[Records Boundary: Start]

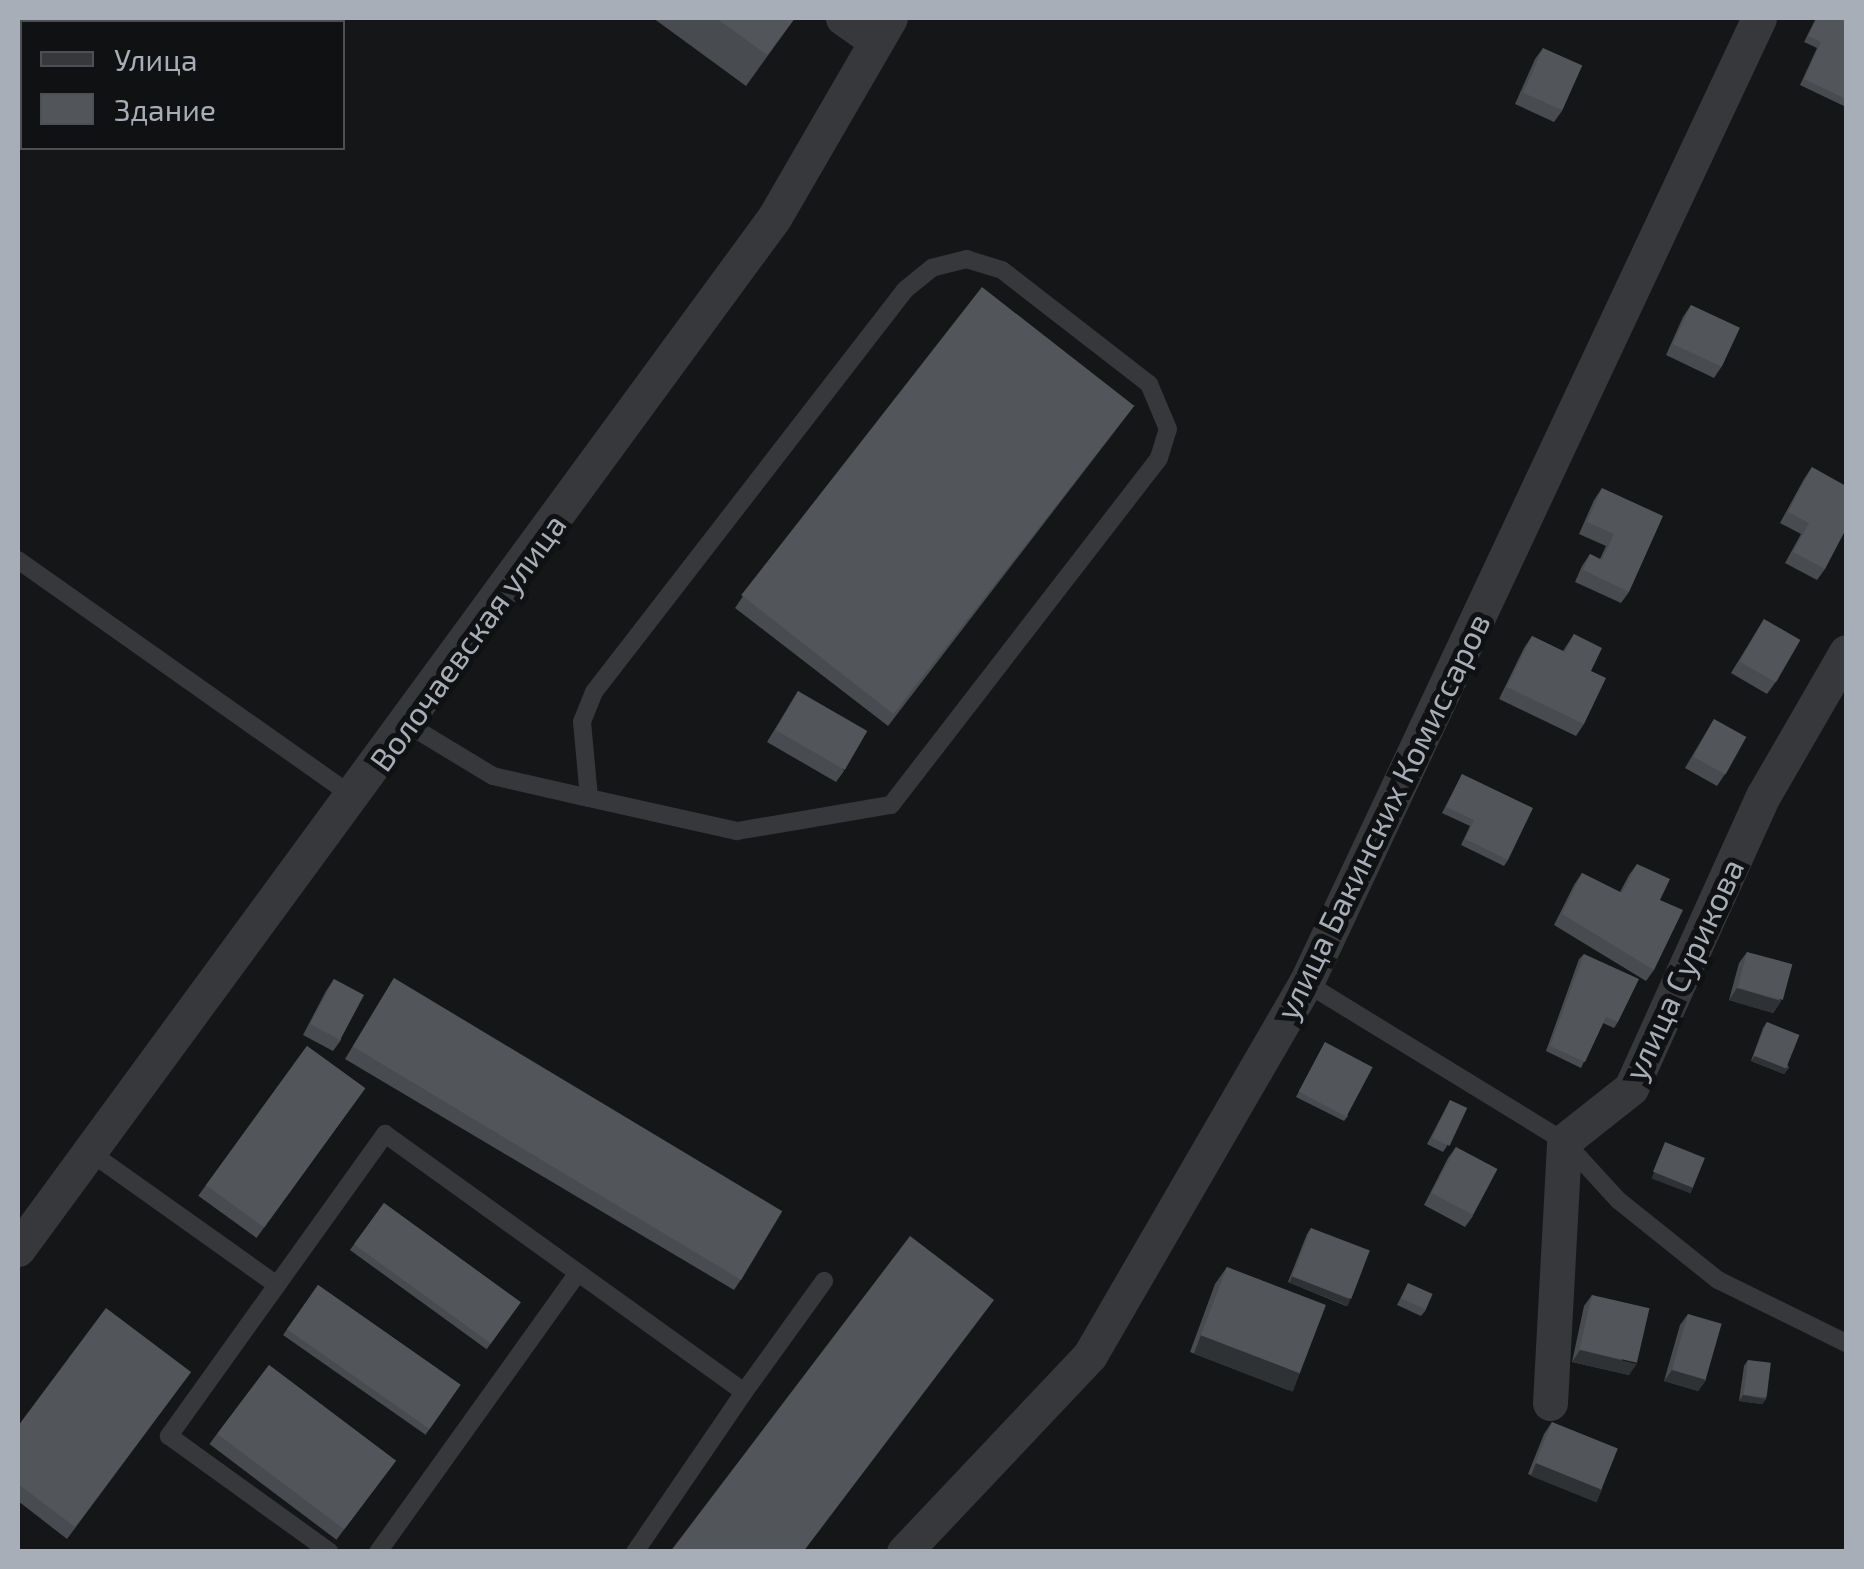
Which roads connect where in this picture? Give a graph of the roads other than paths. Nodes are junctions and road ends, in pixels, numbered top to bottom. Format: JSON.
{"nodes":[{"id":1,"x":843,"y":18,"type":"edge"},
{"id":2,"x":1760,"y":18,"type":"edge"},
{"id":3,"x":883,"y":29,"type":"edge"},
{"id":4,"x":18,"y":560,"type":"edge"},
{"id":5,"x":1846,"y":652,"type":"edge"},
{"id":6,"x":407,"y":724,"type":"junction"},
{"id":7,"x":354,"y":797,"type":"junction"},
{"id":8,"x":589,"y":798,"type":"junction"},
{"id":9,"x":1306,"y":983,"type":"junction"},
{"id":10,"x":1564,"y":1141,"type":"junction"},
{"id":11,"x":94,"y":1154,"type":"junction"},
{"id":12,"x":18,"y":1249,"type":"edge"},
{"id":13,"x":578,"y":1273,"type":"junction"},
{"id":14,"x":824,"y":1281,"type":"dead end"},
{"id":15,"x":277,"y":1285,"type":"junction"},
{"id":16,"x":1846,"y":1343,"type":"edge"},
{"id":17,"x":744,"y":1392,"type":"junction"},
{"id":18,"x":1550,"y":1403,"type":"dead end"},
{"id":19,"x":330,"y":1552,"type":"edge"},
{"id":20,"x":378,"y":1552,"type":"edge"},
{"id":21,"x":635,"y":1552,"type":"edge"},
{"id":22,"x":904,"y":1552,"type":"edge"}],
"edges":[{"from":1,"to":3,"type":"street"},
{"from":2,"to":9,"type":"street","name":"улица Бакинских Комиссаров"},
{"from":3,"to":6,"type":"street","name":"Волочаевская улица"},
{"from":4,"to":7,"type":"lane"},
{"from":5,"to":10,"type":"street","name":"улица Сурикова"},
{"from":6,"to":7,"type":"street","name":"Волочаевская улица"},
{"from":6,"to":8,"type":"lane"},
{"from":7,"to":11,"type":"street","name":"Волочаевская улица"},
{"from":8,"to":8,"type":"lane"},
{"from":9,"to":10,"type":"lane"},
{"from":9,"to":22,"type":"street","name":"улица Бакинских Комиссаров"},
{"from":10,"to":16,"type":"lane"},
{"from":10,"to":18,"type":"street"},
{"from":11,"to":12,"type":"street","name":"Волочаевская улица"},
{"from":11,"to":15,"type":"lane"},
{"from":13,"to":15,"type":"lane"},
{"from":13,"to":17,"type":"lane"},
{"from":13,"to":20,"type":"lane"},
{"from":14,"to":17,"type":"lane"},
{"from":15,"to":19,"type":"lane"},
{"from":17,"to":21,"type":"lane"}]}
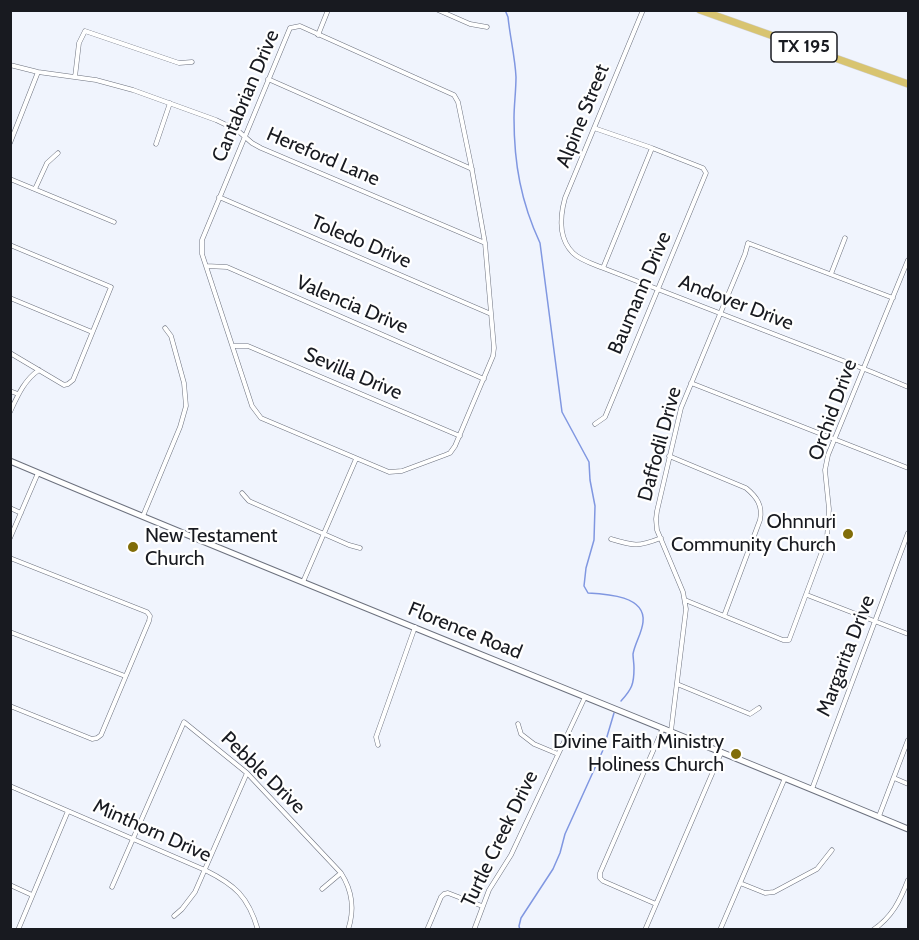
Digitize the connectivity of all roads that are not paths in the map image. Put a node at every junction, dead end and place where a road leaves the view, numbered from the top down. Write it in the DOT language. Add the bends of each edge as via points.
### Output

[Records Boundary: End]

Instructions to follow → The complete material, set down exactly and stripped of pictures, is the expected response.

Response area →
Which roads connect where in this picture? Give a graph of the roads other than paths. Nodes are junctions and road ends, in pixels, numbered top to bottom. Format: JSON.
{"nodes":[{"id":1,"x":843,"y":18,"type":"edge"},
{"id":2,"x":1760,"y":18,"type":"edge"},
{"id":3,"x":883,"y":29,"type":"edge"},
{"id":4,"x":18,"y":560,"type":"edge"},
{"id":5,"x":1846,"y":652,"type":"edge"},
{"id":6,"x":407,"y":724,"type":"junction"},
{"id":7,"x":354,"y":797,"type":"junction"},
{"id":8,"x":589,"y":798,"type":"junction"},
{"id":9,"x":1306,"y":983,"type":"junction"},
{"id":10,"x":1564,"y":1141,"type":"junction"},
{"id":11,"x":94,"y":1154,"type":"junction"},
{"id":12,"x":18,"y":1249,"type":"edge"},
{"id":13,"x":578,"y":1273,"type":"junction"},
{"id":14,"x":824,"y":1281,"type":"dead end"},
{"id":15,"x":277,"y":1285,"type":"junction"},
{"id":16,"x":1846,"y":1343,"type":"edge"},
{"id":17,"x":744,"y":1392,"type":"junction"},
{"id":18,"x":1550,"y":1403,"type":"dead end"},
{"id":19,"x":330,"y":1552,"type":"edge"},
{"id":20,"x":378,"y":1552,"type":"edge"},
{"id":21,"x":635,"y":1552,"type":"edge"},
{"id":22,"x":904,"y":1552,"type":"edge"}],
"edges":[{"from":1,"to":3,"type":"street"},
{"from":2,"to":9,"type":"street","name":"улица Бакинских Комиссаров"},
{"from":3,"to":6,"type":"street","name":"Волочаевская улица"},
{"from":4,"to":7,"type":"lane"},
{"from":5,"to":10,"type":"street","name":"улица Сурикова"},
{"from":6,"to":7,"type":"street","name":"Волочаевская улица"},
{"from":6,"to":8,"type":"lane"},
{"from":7,"to":11,"type":"street","name":"Волочаевская улица"},
{"from":8,"to":8,"type":"lane"},
{"from":9,"to":10,"type":"lane"},
{"from":9,"to":22,"type":"street","name":"улица Бакинских Комиссаров"},
{"from":10,"to":16,"type":"lane"},
{"from":10,"to":18,"type":"street"},
{"from":11,"to":12,"type":"street","name":"Волочаевская улица"},
{"from":11,"to":15,"type":"lane"},
{"from":13,"to":15,"type":"lane"},
{"from":13,"to":17,"type":"lane"},
{"from":13,"to":20,"type":"lane"},
{"from":14,"to":17,"type":"lane"},
{"from":15,"to":19,"type":"lane"},
{"from":17,"to":21,"type":"lane"}]}
Digitize the connectivity of all roads that are not paths in the map image. Put a node at every junction, dead end and place where a road leaves the view, numbered from the top down. Write it in the DOT language. Add the bends of each edge as via points.
### Output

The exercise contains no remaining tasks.